→ Try it
Among the entries below, how many lines hold "roads"? Reply with the number only.

→ Information
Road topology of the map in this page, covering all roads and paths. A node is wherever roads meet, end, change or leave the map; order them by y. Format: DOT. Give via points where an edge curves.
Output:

---

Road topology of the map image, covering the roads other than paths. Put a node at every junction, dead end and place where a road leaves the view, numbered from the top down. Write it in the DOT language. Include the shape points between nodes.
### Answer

→ Task answer
2